§ **RECORDED INFORMATION**
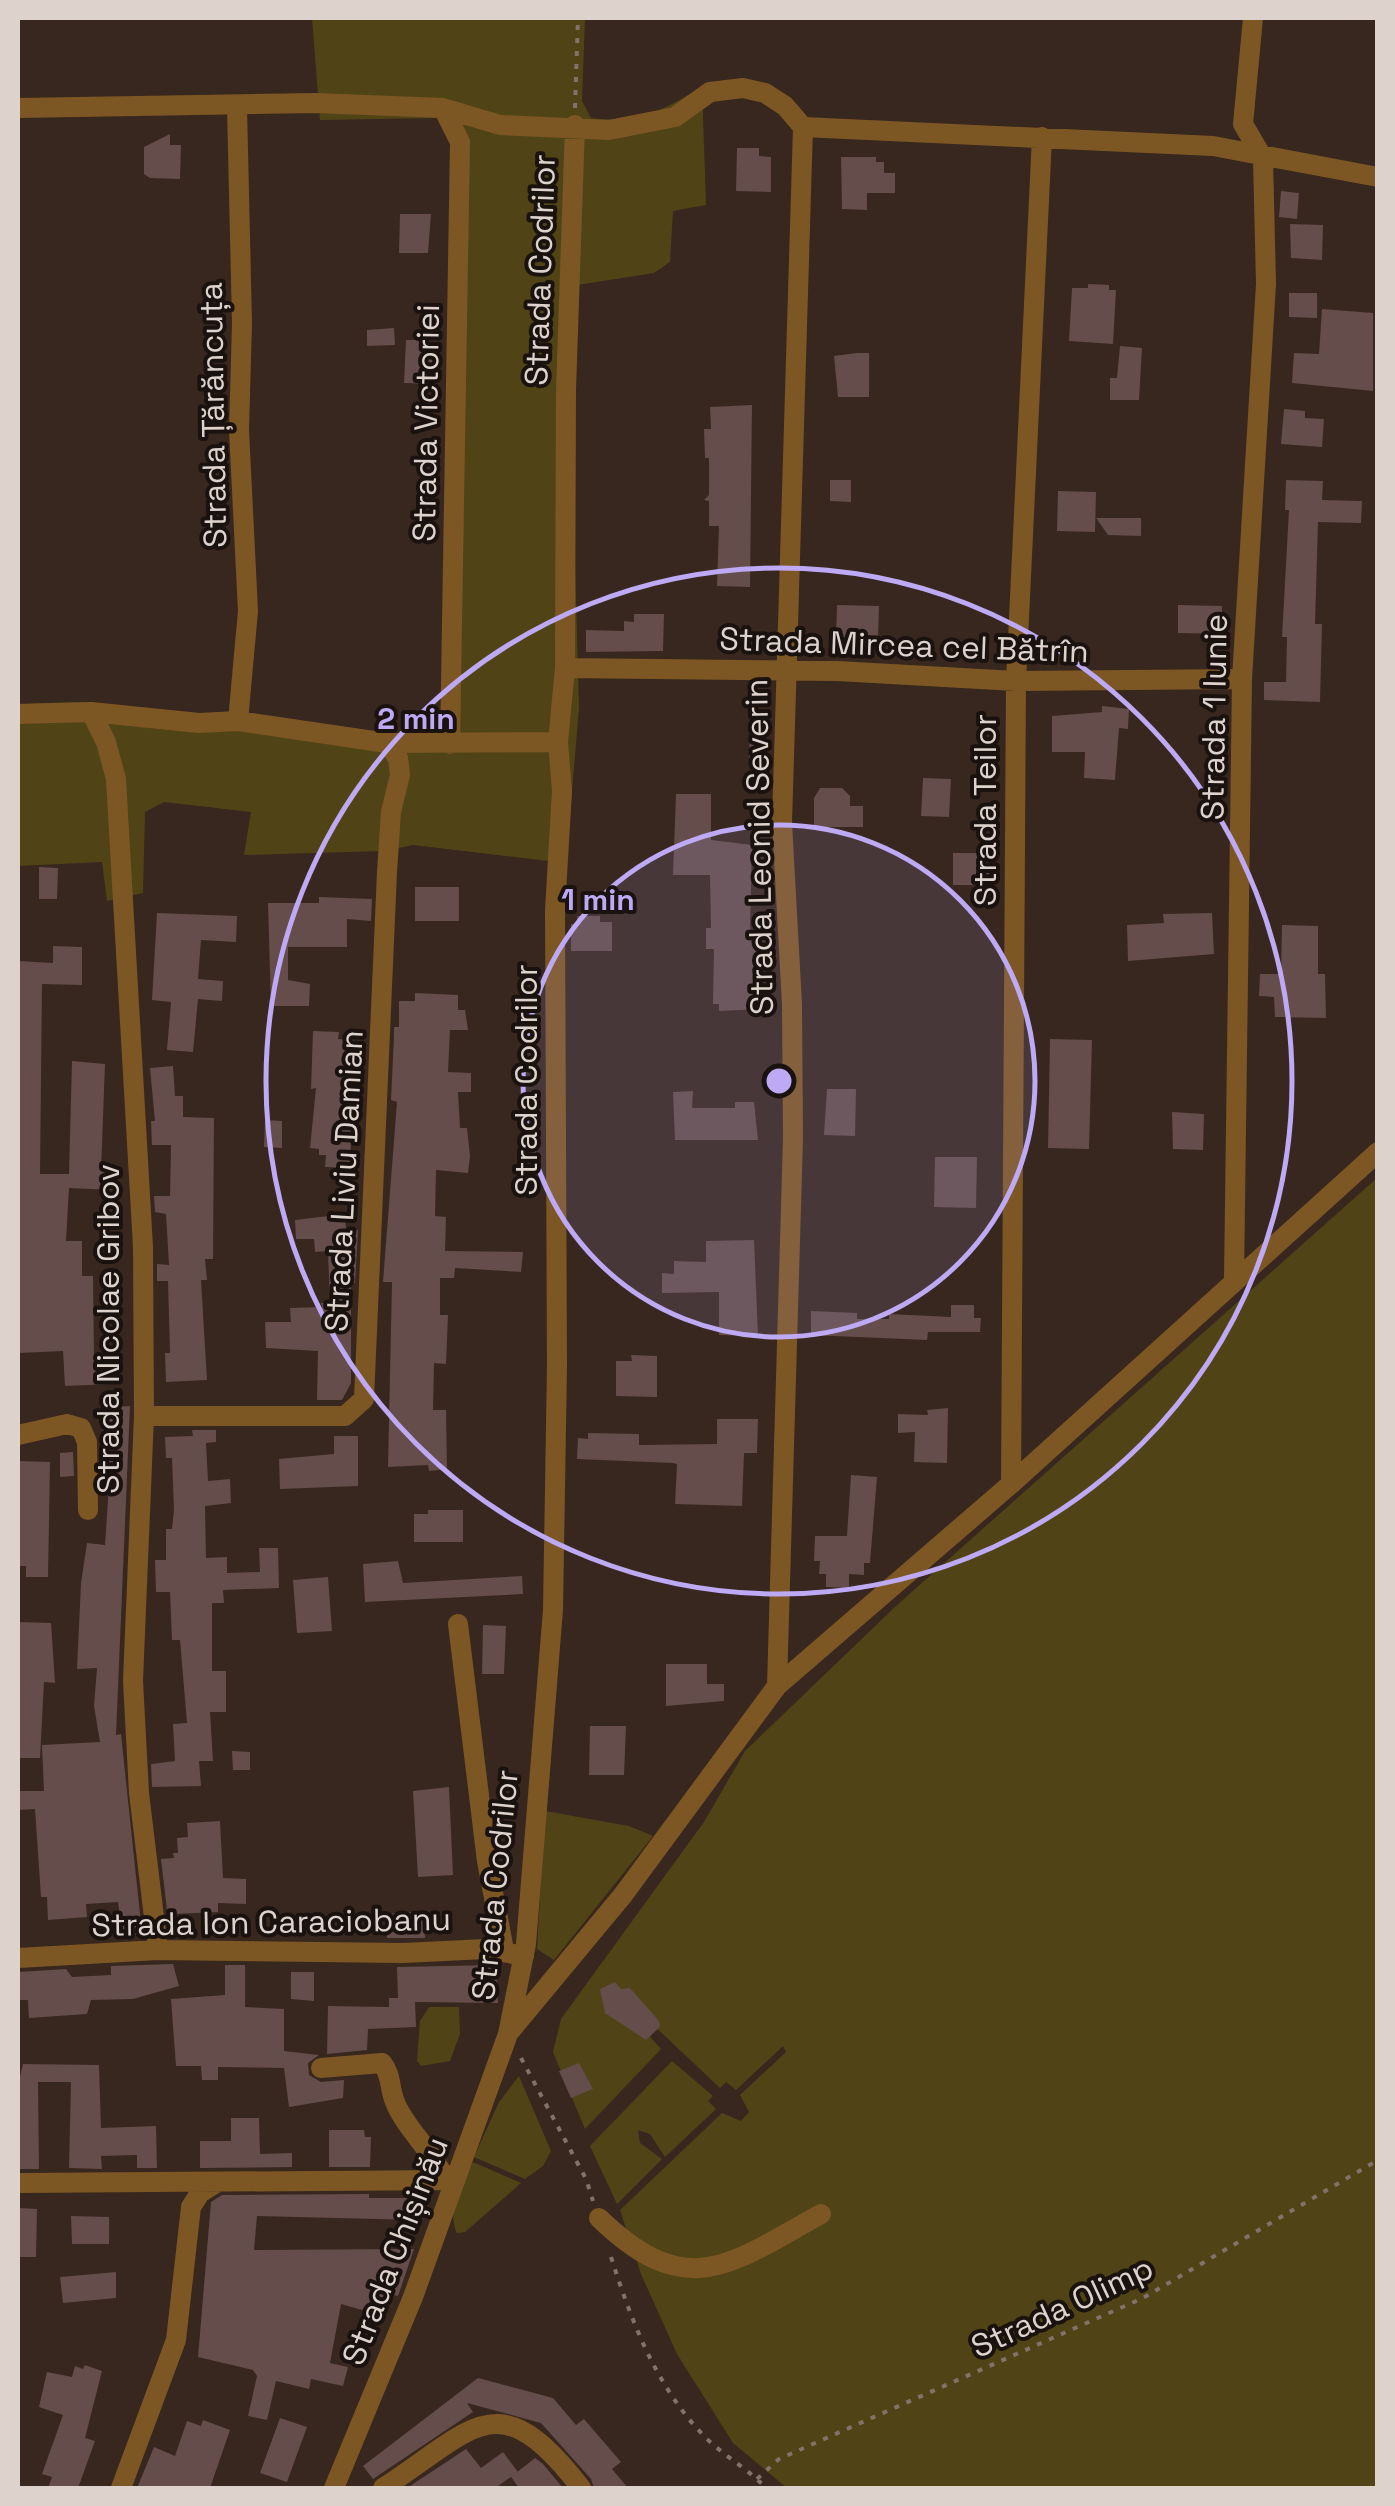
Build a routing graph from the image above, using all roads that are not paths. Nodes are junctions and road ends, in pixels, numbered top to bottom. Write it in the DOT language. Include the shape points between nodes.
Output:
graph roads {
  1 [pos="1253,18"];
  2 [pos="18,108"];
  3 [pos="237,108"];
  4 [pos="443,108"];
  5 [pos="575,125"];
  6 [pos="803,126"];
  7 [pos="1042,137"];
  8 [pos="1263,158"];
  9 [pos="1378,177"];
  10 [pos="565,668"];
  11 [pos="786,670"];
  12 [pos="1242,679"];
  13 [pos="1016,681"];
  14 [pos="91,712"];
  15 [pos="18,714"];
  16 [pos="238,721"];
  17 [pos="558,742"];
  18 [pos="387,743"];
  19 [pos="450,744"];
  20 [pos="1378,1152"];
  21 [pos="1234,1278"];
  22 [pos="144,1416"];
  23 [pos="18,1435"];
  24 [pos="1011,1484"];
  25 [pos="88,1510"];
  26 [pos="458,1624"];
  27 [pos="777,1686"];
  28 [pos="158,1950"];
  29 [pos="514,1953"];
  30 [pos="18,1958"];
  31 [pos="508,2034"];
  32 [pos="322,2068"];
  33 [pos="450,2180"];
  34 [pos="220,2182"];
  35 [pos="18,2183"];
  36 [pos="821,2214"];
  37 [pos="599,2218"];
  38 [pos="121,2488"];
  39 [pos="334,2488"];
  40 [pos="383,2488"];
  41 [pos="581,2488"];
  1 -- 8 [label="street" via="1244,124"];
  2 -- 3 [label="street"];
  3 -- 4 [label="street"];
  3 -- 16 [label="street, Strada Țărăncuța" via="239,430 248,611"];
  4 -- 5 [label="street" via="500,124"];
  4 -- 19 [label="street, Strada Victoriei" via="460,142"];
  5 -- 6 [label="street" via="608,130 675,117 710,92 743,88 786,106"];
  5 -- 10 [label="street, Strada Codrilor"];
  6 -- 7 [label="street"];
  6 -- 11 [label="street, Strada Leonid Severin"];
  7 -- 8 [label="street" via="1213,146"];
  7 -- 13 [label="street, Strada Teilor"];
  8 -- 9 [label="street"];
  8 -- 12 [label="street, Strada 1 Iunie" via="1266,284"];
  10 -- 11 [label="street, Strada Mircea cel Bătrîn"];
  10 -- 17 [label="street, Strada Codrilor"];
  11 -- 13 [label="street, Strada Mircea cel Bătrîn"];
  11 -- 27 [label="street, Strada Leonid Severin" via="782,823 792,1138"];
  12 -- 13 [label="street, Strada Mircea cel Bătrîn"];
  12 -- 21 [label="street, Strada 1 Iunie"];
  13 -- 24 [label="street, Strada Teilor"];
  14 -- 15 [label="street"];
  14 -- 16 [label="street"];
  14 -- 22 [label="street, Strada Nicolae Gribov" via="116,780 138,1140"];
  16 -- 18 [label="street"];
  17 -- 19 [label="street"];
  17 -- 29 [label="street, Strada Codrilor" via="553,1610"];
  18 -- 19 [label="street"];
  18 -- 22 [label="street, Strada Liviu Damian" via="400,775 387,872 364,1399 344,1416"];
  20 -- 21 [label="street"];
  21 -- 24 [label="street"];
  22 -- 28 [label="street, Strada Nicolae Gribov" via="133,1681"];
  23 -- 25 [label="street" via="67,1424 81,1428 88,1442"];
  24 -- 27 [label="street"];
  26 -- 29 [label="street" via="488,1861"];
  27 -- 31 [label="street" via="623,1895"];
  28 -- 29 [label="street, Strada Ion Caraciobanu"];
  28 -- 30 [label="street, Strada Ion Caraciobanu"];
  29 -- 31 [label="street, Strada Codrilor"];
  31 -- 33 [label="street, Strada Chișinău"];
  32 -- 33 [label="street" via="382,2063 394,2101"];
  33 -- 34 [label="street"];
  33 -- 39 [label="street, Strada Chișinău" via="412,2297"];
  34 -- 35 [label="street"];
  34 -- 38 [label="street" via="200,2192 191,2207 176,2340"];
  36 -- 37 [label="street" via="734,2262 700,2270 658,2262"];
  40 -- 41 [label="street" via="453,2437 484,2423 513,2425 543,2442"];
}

==

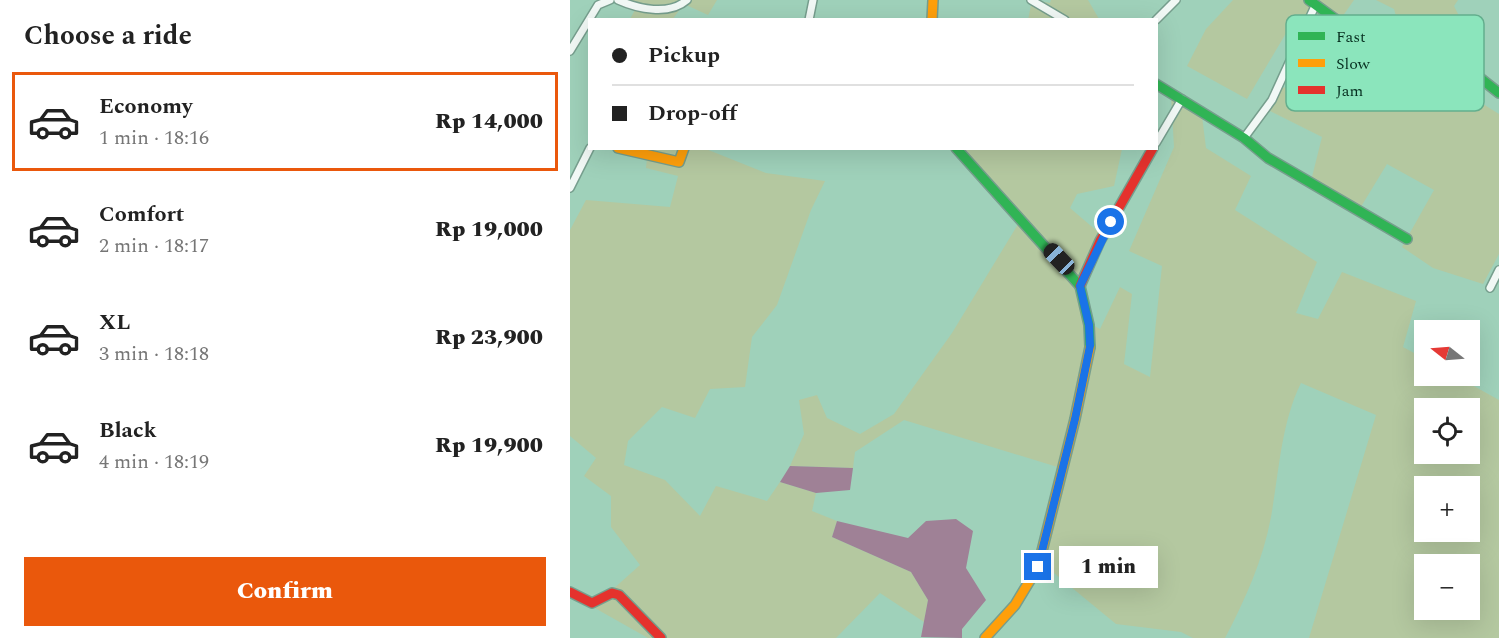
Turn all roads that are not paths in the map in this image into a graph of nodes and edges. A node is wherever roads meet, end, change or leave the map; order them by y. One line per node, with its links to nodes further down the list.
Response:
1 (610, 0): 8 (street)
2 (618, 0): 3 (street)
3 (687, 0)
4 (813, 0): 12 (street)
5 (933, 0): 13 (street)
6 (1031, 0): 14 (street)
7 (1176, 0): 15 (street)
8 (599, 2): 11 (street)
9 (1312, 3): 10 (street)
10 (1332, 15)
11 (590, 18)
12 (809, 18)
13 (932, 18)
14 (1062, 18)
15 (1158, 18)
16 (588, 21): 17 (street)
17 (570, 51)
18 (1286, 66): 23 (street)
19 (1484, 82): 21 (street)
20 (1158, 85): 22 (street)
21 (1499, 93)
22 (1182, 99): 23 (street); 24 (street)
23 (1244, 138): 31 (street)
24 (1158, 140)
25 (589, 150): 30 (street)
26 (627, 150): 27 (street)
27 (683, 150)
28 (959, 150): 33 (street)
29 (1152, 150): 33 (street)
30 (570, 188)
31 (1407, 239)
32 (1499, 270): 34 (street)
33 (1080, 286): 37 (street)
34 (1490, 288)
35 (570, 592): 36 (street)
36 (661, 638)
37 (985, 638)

* * *

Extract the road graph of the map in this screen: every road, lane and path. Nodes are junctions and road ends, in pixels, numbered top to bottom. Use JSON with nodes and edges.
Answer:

§ **EXERCISE**
Copy each line in the listing where "junctions" appears.

§ **SOLUTION TO THE EXERCISE**
Build a routing graph from the image above, using all roads that are not paths. Nodes are junctions and road ends, in pixels, numbered top to bottom. Write it in the DOT language. Include the shape points between nodes.
Extract the road graph of the map in this screen: every road, lane and path. Nodes are junctions and road ends, in pixels, numbered top to bottom. Use JSON with nodes and edges.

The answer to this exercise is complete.